> _What you will do_: List all lines of the data containing the word "where".

> _Supplied data_:
**********

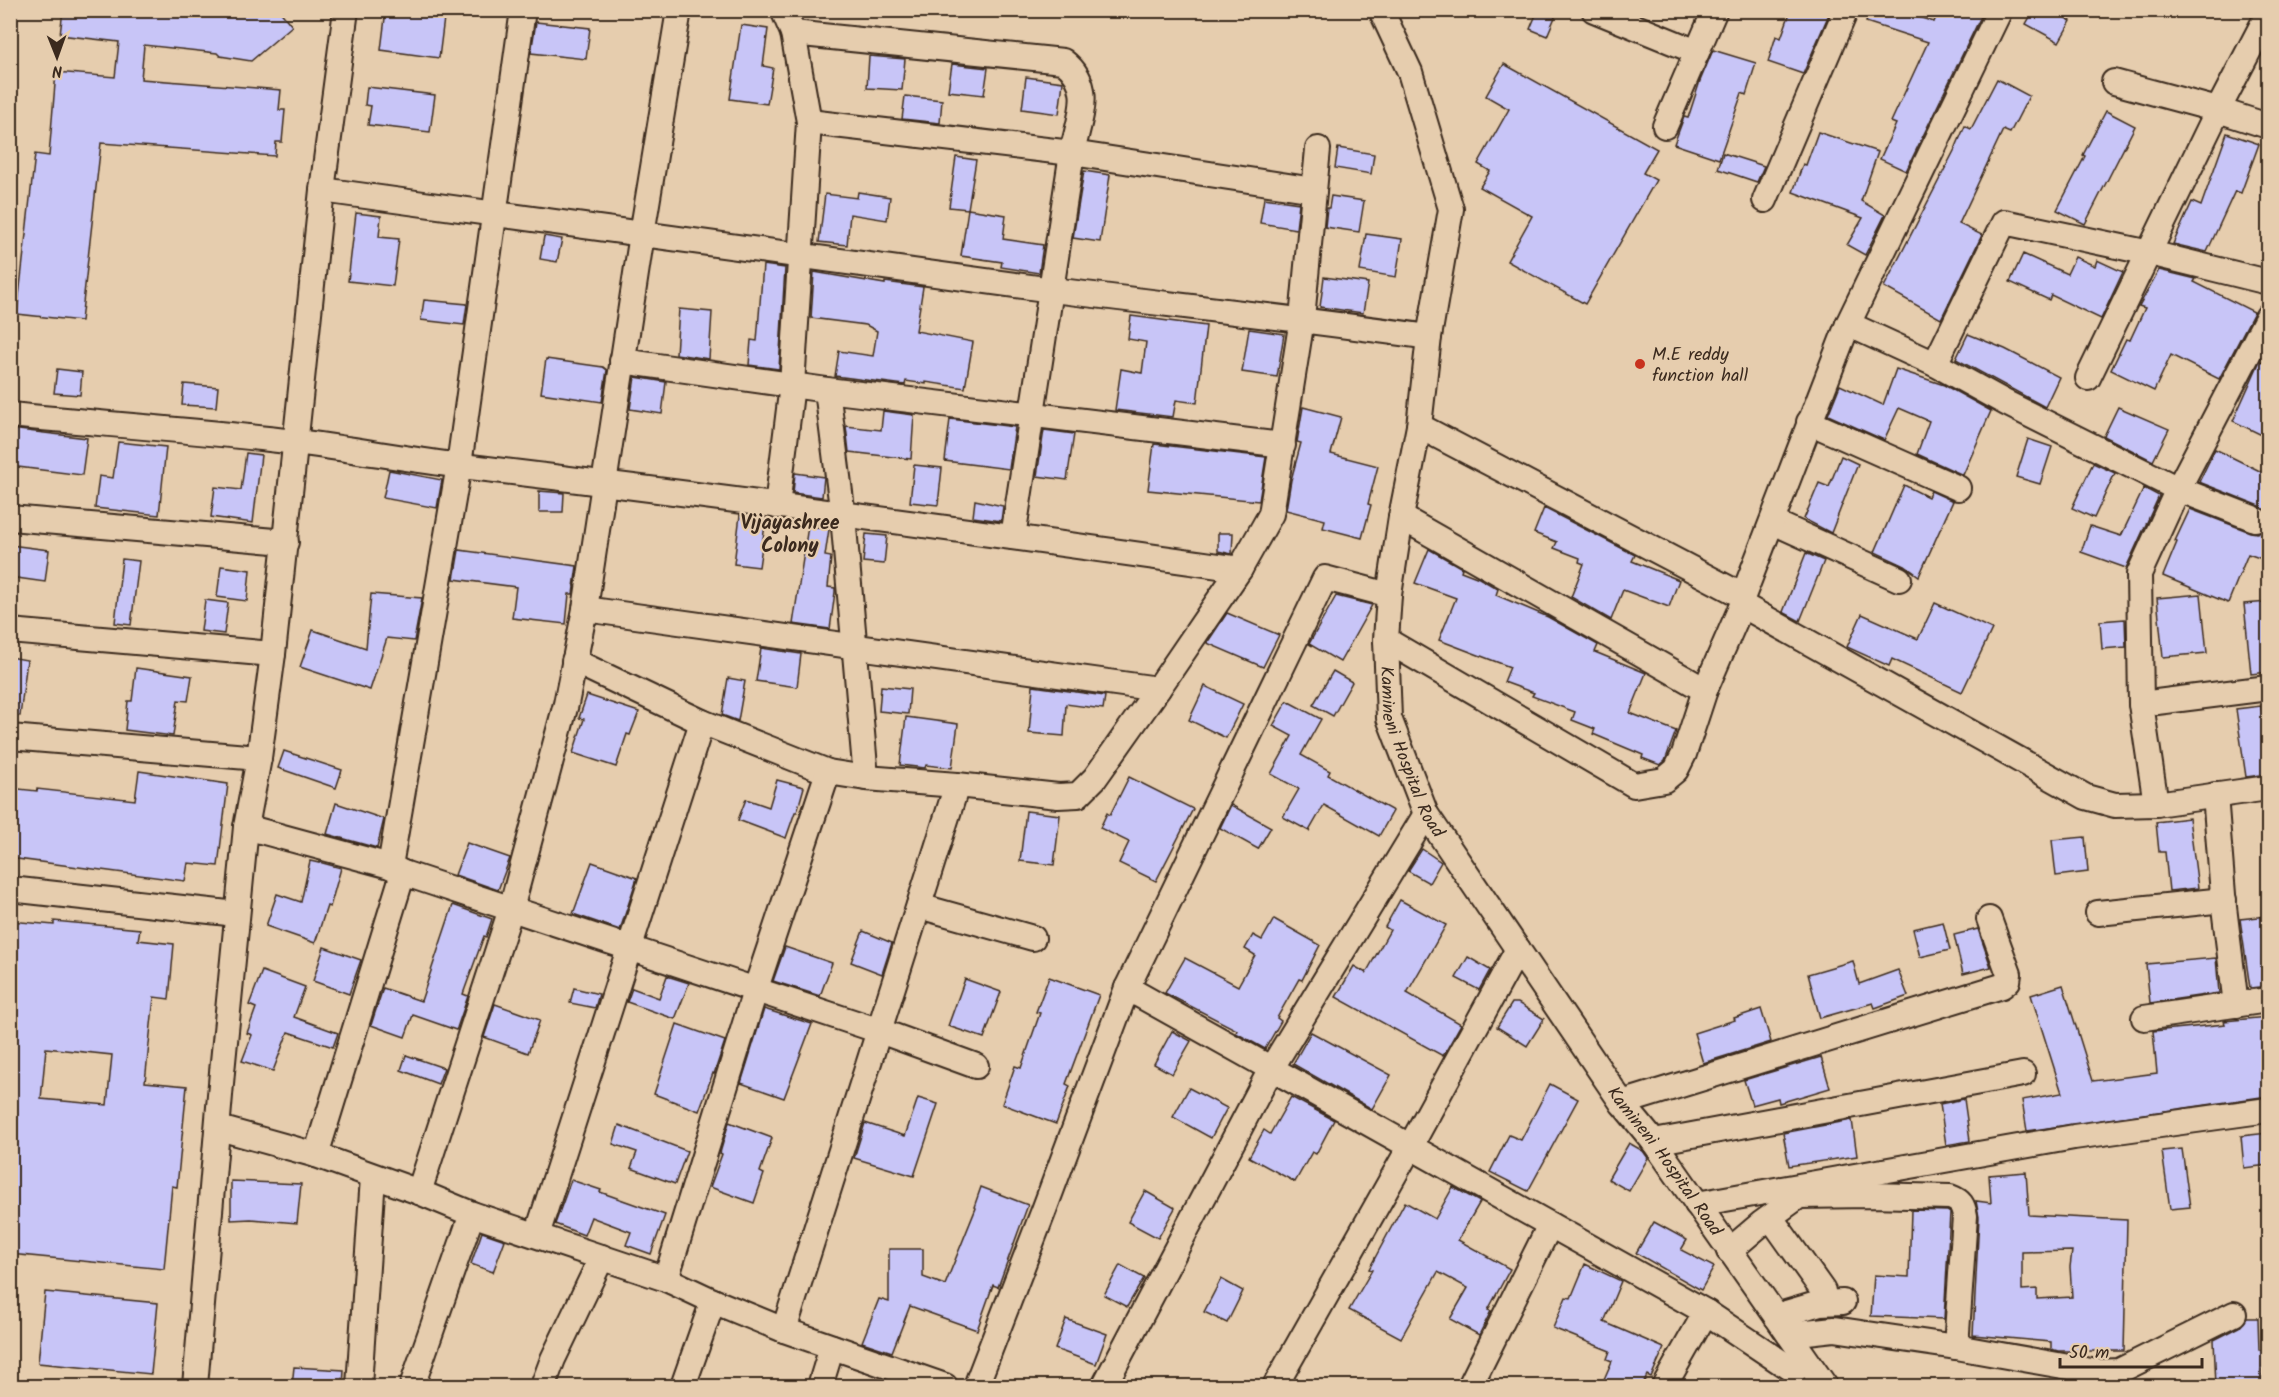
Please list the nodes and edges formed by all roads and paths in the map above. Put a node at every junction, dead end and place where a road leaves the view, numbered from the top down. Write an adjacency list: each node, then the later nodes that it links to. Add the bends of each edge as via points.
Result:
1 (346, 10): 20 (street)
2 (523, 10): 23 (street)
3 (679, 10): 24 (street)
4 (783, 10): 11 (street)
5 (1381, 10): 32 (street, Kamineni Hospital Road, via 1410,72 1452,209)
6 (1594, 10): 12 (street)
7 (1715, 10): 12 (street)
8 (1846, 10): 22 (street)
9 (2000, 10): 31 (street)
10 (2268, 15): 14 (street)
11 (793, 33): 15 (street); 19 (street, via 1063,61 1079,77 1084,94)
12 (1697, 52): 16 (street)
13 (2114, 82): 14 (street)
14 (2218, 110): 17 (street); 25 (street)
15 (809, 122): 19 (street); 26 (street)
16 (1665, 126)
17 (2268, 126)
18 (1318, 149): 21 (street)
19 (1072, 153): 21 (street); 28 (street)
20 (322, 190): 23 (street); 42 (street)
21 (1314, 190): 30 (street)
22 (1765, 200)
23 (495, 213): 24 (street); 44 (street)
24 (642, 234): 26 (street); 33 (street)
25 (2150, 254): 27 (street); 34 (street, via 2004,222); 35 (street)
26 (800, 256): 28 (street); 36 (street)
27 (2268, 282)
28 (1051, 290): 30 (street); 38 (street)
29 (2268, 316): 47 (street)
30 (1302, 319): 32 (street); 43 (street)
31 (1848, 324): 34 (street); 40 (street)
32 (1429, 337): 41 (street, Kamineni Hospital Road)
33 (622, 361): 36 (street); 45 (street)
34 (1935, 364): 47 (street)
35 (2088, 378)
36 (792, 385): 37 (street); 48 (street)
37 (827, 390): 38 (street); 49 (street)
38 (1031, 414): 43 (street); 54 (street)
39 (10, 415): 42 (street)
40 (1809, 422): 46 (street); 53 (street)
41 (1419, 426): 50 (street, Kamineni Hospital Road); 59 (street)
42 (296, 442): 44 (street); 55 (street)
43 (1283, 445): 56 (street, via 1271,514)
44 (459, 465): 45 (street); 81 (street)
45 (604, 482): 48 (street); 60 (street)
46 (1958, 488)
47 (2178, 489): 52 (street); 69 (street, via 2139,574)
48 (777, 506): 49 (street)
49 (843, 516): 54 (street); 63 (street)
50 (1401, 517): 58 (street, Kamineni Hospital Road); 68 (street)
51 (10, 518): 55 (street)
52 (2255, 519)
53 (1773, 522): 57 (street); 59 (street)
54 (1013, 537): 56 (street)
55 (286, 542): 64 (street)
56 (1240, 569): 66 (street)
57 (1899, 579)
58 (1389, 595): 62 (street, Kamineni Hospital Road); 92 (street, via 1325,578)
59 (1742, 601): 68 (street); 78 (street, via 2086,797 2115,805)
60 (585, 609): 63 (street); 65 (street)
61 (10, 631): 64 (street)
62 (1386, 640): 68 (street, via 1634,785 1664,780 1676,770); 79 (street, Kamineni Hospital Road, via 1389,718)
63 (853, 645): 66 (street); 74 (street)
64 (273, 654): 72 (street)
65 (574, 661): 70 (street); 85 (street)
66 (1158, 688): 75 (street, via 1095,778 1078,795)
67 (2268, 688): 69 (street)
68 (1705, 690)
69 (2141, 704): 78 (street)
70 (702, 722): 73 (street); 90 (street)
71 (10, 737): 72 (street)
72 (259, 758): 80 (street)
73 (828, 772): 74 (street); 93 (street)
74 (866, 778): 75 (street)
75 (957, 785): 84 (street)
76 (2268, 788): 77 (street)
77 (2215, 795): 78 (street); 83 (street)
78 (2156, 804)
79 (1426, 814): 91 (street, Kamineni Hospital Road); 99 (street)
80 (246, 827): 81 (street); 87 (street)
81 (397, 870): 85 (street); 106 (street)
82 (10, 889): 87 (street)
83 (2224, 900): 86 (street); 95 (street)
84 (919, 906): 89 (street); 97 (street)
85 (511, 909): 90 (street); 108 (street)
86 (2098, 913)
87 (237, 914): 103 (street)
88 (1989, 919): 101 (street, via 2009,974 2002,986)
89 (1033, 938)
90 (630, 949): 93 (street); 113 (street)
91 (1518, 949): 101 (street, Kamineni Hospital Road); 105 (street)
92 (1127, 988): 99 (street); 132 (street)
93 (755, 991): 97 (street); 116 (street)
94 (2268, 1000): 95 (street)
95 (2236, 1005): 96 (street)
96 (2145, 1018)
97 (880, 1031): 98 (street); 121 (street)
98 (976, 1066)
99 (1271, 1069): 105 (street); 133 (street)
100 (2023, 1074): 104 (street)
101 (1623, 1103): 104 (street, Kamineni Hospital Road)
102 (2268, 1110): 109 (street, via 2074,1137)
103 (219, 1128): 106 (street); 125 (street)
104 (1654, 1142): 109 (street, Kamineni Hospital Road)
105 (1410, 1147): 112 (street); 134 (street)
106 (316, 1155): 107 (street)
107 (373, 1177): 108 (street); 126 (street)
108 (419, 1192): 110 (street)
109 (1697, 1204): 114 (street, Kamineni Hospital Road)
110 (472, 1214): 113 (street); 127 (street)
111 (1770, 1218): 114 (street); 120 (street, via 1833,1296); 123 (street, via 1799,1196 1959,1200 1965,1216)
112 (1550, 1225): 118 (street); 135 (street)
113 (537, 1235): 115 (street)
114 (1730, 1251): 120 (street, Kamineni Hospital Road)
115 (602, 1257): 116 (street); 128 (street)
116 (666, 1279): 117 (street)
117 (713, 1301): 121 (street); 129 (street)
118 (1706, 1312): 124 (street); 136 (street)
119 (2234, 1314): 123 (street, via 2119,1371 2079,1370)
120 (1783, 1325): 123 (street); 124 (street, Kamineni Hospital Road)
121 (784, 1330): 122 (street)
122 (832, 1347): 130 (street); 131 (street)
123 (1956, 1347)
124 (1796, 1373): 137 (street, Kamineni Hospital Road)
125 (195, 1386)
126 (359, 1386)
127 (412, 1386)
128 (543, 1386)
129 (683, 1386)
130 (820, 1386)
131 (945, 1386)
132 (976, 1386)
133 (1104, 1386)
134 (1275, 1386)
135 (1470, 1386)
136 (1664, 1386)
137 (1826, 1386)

**********

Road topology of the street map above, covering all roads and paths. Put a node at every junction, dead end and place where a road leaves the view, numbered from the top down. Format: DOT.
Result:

**********

> _Solution below_:
Please list the nodes and edges formed by all roads and paths in the map above. Put a node at every junction, dead end and place where a road leaves the view, numbered from the top down. Write an adjacency list: each node, then the later nodes that it links to. Add the bends of each edge as via points.
Road topology of the street map above, covering all roads and paths. Put a node at every junction, dead end and place where a road leaves the view, numbered from the top down. Format: DOT.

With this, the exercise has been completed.